EXCERPTED RECORDS START

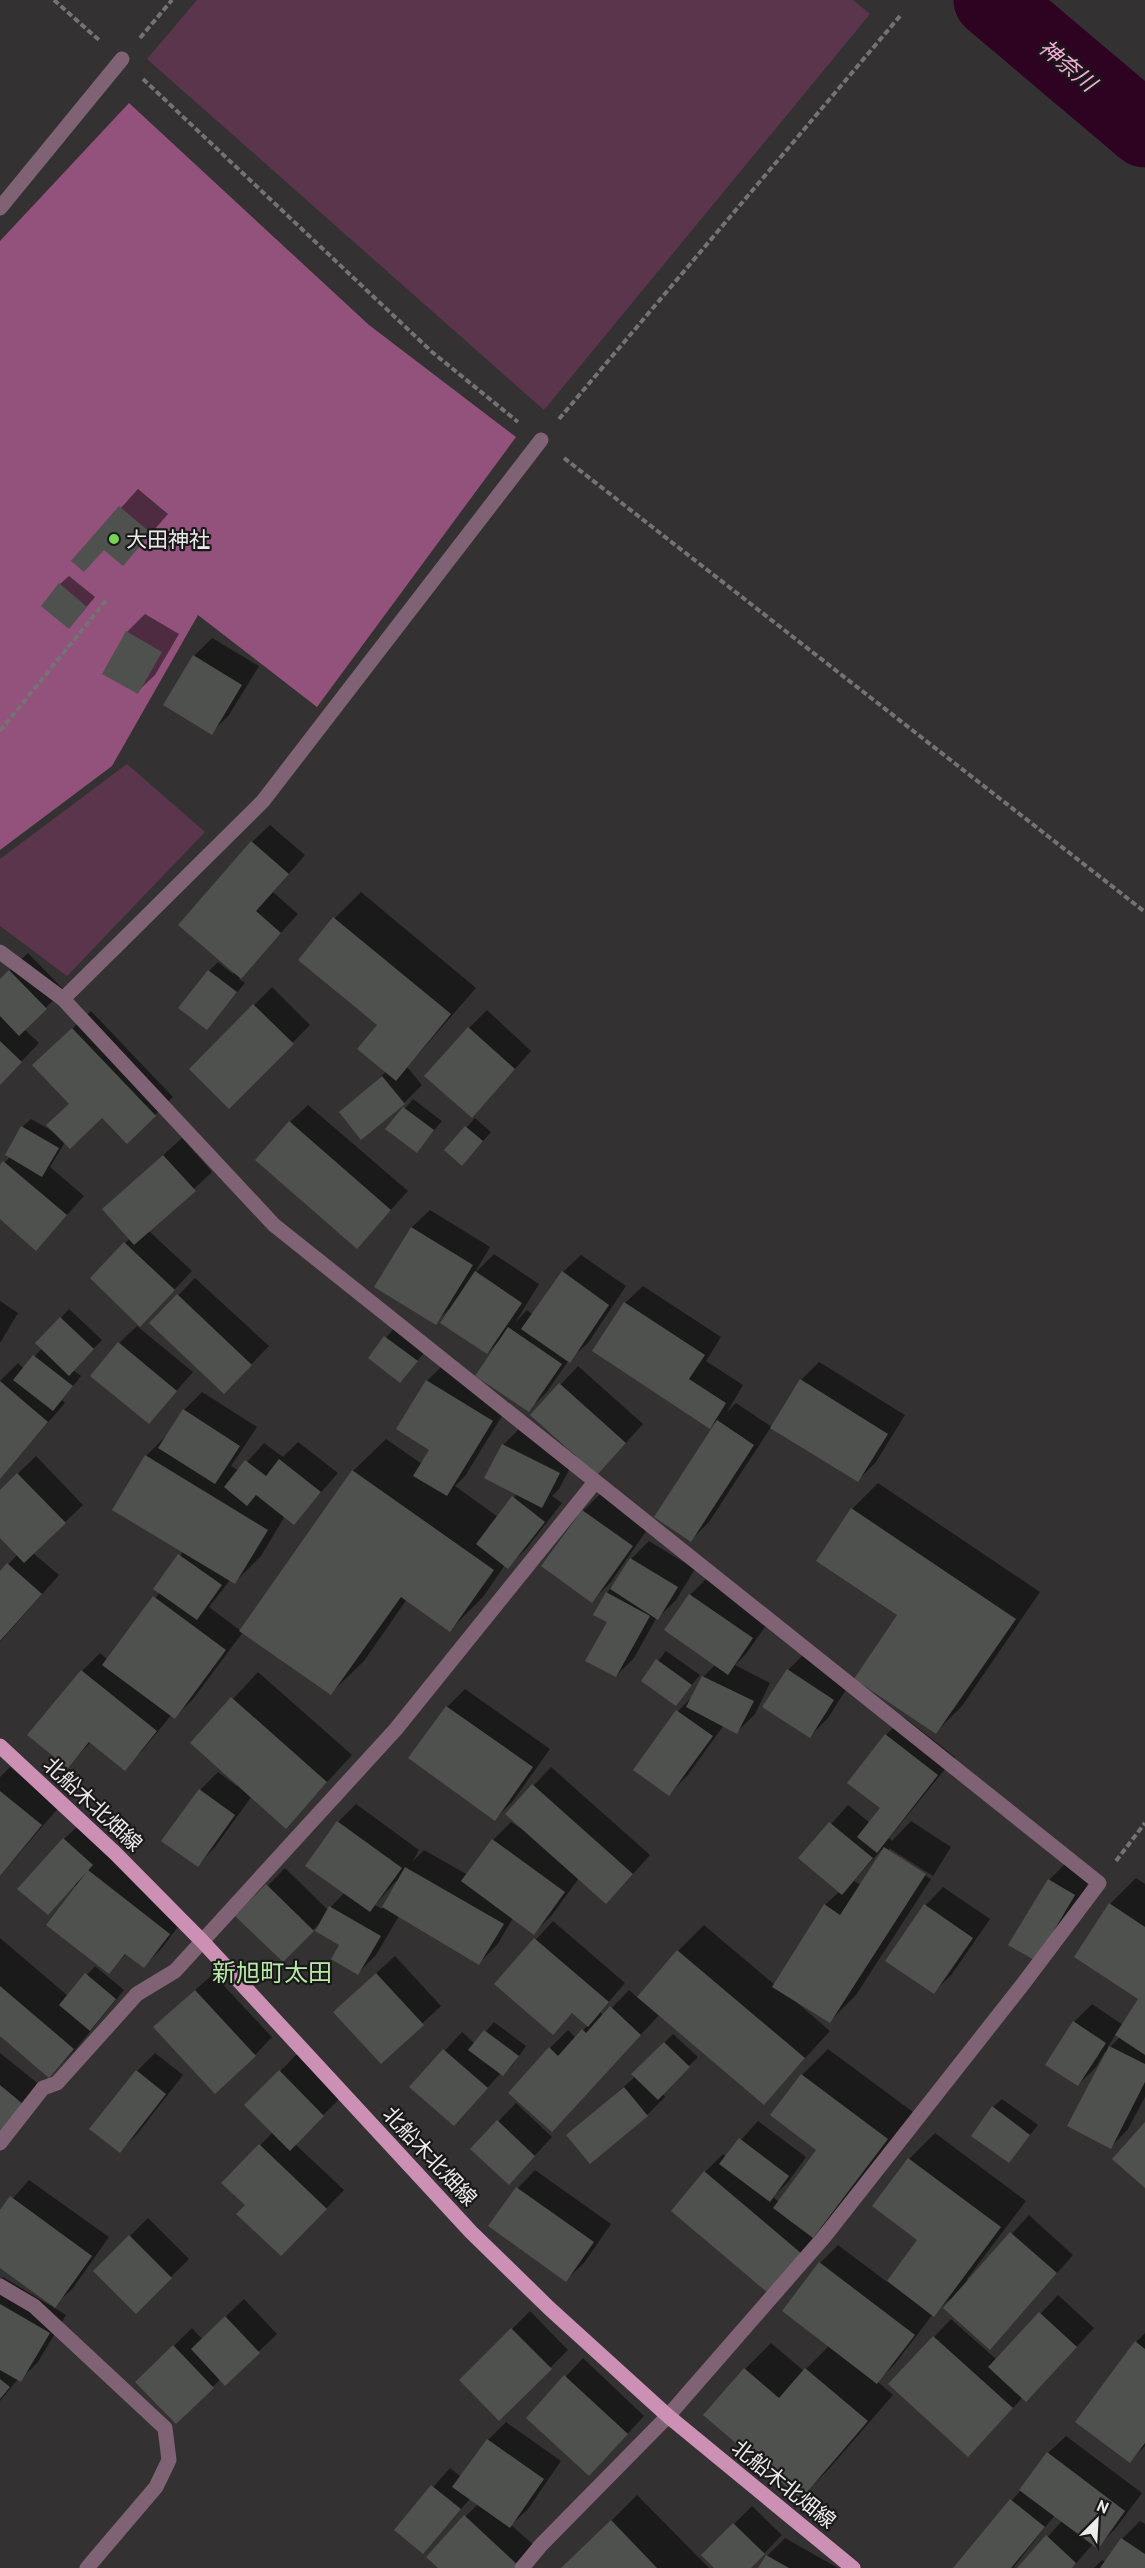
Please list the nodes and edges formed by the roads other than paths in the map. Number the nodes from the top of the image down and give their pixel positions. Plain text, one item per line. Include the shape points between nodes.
1 (122, 59) road end
2 (0, 208) edge
3 (541, 440) road end
4 (0, 952) edge
5 (63, 999) junction
6 (596, 1482) junction
7 (0, 1746) edge
8 (203, 1942) junction
9 (0, 2143) edge
10 (0, 2286) edge
11 (668, 2416) junction
12 (87, 2568) edge
13 (522, 2568) edge
14 (853, 2568) edge

1 - 2 street
3 - 5 street via 263,801
4 - 5 street
5 - 6 street via 274,1226
6 - 8 street via 396,1729
6 - 11 street via 1099,1883 824,2237
7 - 8 main road, 北船木北畑線
8 - 9 street via 175,1971 137,1994 57,2083 42,2088
8 - 11 main road, 北船木北畑線 via 471,2232
10 - 12 street via 34,2306 165,2428 169,2460 156,2487
11 - 13 street
11 - 14 main road, 北船木北畑線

EXCERPTED RECORDS END

(DESCRIPTION OF THE TASK): The task calls for duplicating the data exactly, with no images kept.

(EXERCISE ANSWER):
Please list the nodes and edges formed by the roads other than paths in the map. Number the nodes from the top of the image down and give their pixel positions. Plain text, one item per line. Include the shape points between nodes.
1 (122, 59) road end
2 (0, 208) edge
3 (541, 440) road end
4 (0, 952) edge
5 (63, 999) junction
6 (596, 1482) junction
7 (0, 1746) edge
8 (203, 1942) junction
9 (0, 2143) edge
10 (0, 2286) edge
11 (668, 2416) junction
12 (87, 2568) edge
13 (522, 2568) edge
14 (853, 2568) edge

1 - 2 street
3 - 5 street via 263,801
4 - 5 street
5 - 6 street via 274,1226
6 - 8 street via 396,1729
6 - 11 street via 1099,1883 824,2237
7 - 8 main road, 北船木北畑線
8 - 9 street via 175,1971 137,1994 57,2083 42,2088
8 - 11 main road, 北船木北畑線 via 471,2232
10 - 12 street via 34,2306 165,2428 169,2460 156,2487
11 - 13 street
11 - 14 main road, 北船木北畑線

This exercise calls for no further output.